## Work to be completed
Work through the listing below and count the lines that hold "Gardens". Answer with the number alone.

◆ ◆ ◆

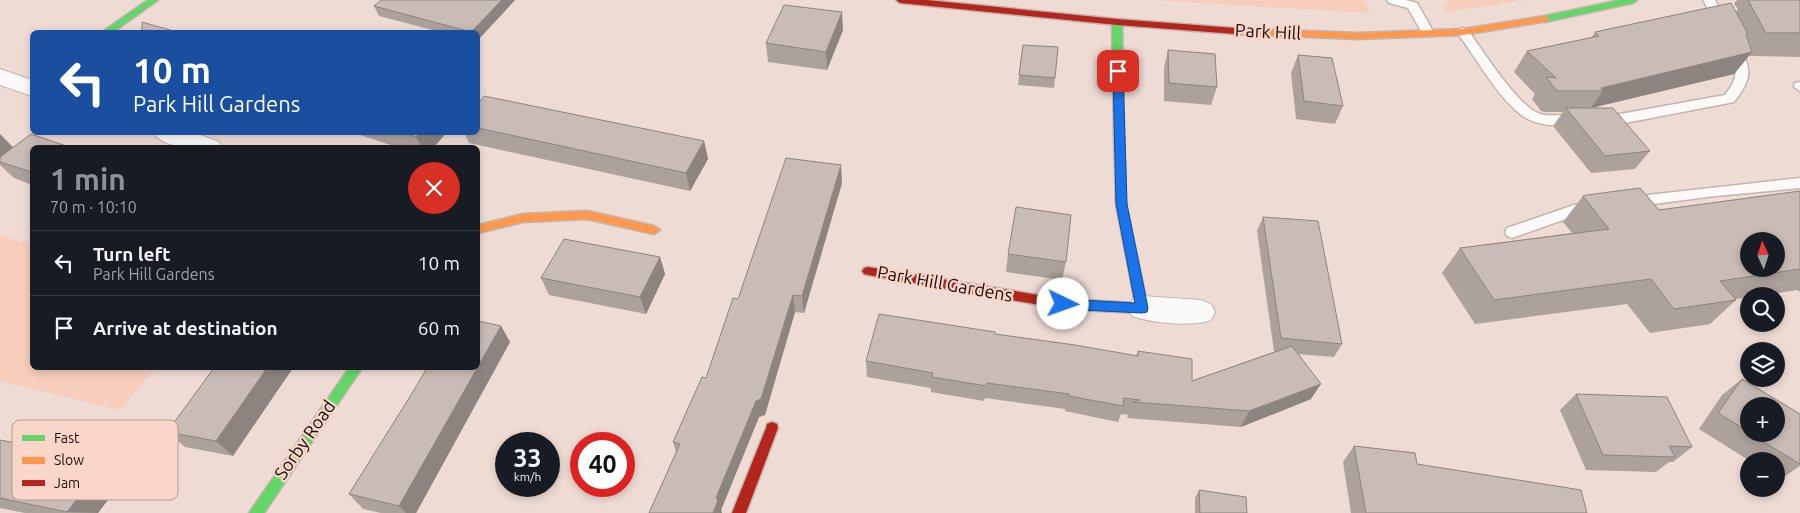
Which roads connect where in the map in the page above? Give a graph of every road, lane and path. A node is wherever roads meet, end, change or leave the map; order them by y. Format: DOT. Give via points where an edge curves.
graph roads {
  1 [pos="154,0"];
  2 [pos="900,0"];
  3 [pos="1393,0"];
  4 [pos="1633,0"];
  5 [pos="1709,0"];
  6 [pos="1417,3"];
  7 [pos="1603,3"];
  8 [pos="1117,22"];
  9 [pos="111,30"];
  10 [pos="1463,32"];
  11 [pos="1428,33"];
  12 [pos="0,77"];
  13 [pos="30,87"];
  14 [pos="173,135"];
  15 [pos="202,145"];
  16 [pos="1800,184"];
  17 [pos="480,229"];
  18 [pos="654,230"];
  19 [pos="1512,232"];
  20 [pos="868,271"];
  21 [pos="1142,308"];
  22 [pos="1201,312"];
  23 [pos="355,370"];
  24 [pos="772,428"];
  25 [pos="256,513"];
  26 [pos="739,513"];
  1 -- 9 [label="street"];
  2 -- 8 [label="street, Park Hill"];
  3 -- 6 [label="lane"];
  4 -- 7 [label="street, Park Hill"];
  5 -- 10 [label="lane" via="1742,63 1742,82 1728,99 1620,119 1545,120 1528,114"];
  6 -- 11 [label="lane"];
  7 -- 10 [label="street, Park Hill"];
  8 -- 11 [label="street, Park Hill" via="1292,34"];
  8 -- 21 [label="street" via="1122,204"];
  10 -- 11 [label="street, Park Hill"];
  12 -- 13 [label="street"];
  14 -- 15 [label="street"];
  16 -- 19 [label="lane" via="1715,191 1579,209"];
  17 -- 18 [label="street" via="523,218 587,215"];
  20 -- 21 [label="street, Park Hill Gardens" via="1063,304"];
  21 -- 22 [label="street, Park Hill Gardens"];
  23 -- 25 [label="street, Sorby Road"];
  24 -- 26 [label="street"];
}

◆ ◆ ◆

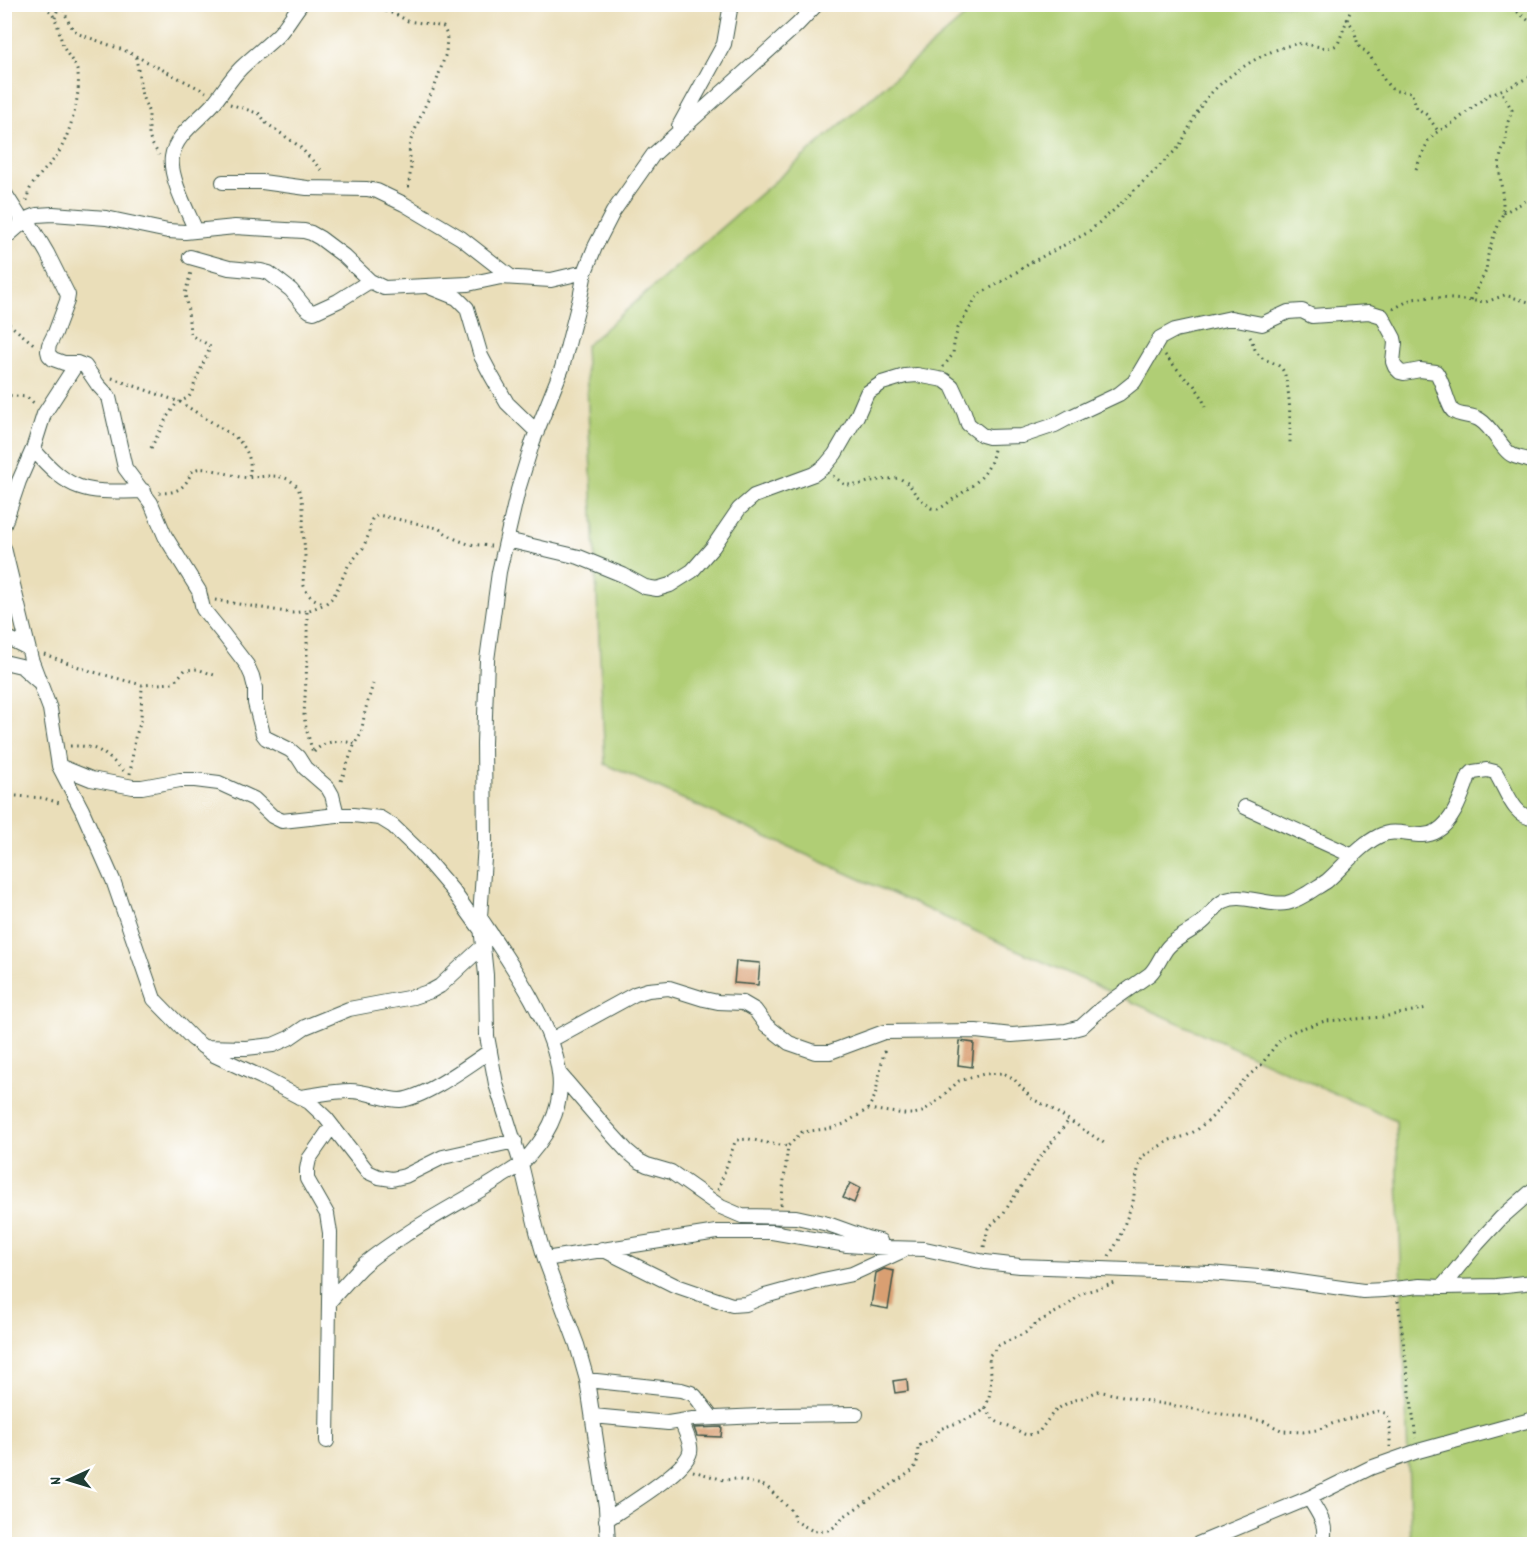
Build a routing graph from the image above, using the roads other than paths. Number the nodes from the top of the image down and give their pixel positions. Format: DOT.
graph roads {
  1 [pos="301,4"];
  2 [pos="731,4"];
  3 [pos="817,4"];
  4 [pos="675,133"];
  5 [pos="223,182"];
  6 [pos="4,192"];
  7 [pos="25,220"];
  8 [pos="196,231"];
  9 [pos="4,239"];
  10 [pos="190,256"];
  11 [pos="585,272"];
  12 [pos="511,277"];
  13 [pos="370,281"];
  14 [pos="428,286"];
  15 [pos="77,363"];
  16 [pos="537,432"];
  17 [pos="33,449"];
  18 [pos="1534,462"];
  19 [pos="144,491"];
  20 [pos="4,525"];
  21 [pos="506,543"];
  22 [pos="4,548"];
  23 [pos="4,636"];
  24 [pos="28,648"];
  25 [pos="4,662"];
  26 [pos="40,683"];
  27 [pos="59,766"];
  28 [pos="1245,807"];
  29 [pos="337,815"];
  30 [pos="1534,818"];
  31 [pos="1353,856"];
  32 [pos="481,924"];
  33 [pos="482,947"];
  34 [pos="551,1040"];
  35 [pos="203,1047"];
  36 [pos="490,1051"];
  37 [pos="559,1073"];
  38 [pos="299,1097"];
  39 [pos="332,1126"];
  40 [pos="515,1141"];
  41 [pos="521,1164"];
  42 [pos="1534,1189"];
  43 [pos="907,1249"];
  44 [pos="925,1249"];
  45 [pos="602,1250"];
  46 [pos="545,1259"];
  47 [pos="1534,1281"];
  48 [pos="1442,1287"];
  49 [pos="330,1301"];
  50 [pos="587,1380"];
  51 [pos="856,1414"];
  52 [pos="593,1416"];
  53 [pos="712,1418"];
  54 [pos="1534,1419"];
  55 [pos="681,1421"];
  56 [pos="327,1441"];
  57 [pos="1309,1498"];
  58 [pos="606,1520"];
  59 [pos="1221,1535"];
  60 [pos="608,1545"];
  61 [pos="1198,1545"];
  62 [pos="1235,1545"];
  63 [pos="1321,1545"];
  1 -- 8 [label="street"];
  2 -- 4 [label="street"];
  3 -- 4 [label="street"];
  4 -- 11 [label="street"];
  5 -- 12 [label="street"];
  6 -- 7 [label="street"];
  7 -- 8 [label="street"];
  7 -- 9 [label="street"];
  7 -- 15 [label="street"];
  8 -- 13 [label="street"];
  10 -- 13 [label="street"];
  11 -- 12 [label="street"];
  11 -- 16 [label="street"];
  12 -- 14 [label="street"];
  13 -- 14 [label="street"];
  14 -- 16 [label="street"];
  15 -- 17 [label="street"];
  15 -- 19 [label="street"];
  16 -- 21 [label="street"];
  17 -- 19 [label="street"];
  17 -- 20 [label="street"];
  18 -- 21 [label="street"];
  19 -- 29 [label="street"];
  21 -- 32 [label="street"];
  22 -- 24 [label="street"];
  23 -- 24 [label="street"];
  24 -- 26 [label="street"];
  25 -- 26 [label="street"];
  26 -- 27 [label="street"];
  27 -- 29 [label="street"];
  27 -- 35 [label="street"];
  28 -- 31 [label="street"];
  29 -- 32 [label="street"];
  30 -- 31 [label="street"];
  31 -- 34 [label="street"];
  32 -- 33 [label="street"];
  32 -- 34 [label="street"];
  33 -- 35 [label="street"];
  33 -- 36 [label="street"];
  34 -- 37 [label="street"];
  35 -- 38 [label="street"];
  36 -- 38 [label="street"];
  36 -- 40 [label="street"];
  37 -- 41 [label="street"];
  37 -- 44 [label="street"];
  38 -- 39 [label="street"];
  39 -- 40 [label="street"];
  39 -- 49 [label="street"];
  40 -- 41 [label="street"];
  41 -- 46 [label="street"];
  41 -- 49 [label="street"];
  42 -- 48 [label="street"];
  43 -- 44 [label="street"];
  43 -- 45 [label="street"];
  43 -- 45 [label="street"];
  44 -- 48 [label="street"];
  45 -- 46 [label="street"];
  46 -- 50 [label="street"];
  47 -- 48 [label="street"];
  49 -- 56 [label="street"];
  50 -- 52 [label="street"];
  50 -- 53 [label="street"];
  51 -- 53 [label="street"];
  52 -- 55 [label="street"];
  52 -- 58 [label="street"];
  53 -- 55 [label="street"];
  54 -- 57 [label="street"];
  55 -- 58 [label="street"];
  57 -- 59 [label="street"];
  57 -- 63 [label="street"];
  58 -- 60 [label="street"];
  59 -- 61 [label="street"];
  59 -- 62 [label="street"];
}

◆ ◆ ◆

## Exercise solution
2